_ASSIGNMENT_
Which of the lines below holds the string "Fenikowskiego"? Copy every line that does.

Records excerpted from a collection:
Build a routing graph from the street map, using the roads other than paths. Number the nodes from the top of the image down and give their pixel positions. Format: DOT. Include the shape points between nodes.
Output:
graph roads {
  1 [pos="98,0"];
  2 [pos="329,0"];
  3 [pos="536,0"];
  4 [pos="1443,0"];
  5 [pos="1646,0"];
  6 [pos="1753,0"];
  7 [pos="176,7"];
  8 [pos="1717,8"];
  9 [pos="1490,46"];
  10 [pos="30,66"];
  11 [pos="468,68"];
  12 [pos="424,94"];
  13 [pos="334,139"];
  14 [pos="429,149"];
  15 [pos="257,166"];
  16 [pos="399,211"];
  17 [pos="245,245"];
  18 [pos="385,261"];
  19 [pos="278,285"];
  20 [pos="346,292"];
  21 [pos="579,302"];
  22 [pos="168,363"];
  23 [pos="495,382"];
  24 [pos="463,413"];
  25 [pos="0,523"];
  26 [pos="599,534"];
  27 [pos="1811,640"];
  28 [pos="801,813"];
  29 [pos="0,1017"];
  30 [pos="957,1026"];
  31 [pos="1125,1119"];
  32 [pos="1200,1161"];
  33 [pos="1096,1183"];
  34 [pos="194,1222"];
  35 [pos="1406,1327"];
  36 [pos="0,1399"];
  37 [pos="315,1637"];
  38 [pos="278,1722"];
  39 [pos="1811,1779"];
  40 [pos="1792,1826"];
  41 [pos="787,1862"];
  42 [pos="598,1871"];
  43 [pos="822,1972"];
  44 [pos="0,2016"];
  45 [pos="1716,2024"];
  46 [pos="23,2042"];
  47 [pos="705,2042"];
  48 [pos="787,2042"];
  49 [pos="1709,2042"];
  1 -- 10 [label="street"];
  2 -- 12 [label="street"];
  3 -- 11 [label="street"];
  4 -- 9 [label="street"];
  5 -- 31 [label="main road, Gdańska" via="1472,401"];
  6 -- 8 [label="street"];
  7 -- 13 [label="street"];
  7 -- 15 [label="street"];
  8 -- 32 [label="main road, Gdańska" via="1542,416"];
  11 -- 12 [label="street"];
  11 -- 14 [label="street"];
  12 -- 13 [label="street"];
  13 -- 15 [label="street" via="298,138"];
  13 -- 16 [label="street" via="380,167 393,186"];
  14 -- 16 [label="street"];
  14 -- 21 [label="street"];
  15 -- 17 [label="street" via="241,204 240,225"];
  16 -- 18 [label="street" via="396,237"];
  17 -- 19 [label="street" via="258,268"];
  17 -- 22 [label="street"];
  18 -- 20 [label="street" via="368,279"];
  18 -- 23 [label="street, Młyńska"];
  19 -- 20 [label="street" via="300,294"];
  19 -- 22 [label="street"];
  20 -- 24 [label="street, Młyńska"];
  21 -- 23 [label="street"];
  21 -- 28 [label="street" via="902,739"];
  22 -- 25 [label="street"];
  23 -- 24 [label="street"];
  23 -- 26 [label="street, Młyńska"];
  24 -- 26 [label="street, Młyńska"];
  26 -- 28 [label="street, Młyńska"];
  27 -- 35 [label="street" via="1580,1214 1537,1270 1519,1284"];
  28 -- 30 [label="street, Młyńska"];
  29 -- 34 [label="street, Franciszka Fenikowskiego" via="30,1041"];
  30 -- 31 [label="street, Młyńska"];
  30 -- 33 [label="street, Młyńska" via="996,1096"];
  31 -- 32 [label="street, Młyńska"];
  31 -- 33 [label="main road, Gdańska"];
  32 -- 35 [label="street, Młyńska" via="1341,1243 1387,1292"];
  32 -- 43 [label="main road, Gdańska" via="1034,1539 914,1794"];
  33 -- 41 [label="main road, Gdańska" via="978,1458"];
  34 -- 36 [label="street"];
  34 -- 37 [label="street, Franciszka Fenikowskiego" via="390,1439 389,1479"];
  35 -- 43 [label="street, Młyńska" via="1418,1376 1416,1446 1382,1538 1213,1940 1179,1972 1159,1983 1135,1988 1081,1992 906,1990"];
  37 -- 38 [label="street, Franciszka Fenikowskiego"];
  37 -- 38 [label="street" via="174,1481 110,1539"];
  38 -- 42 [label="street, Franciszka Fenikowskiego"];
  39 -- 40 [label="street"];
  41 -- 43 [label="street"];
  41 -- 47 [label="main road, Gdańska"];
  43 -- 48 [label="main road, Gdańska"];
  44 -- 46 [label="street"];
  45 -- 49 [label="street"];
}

_ANSWER FOR THIS EXERCISE_
  29 -- 34 [label="street, Franciszka Fenikowskiego" via="30,1041"];
  34 -- 37 [label="street, Franciszka Fenikowskiego" via="390,1439 389,1479"];
  37 -- 38 [label="street, Franciszka Fenikowskiego"];
  38 -- 42 [label="street, Franciszka Fenikowskiego"];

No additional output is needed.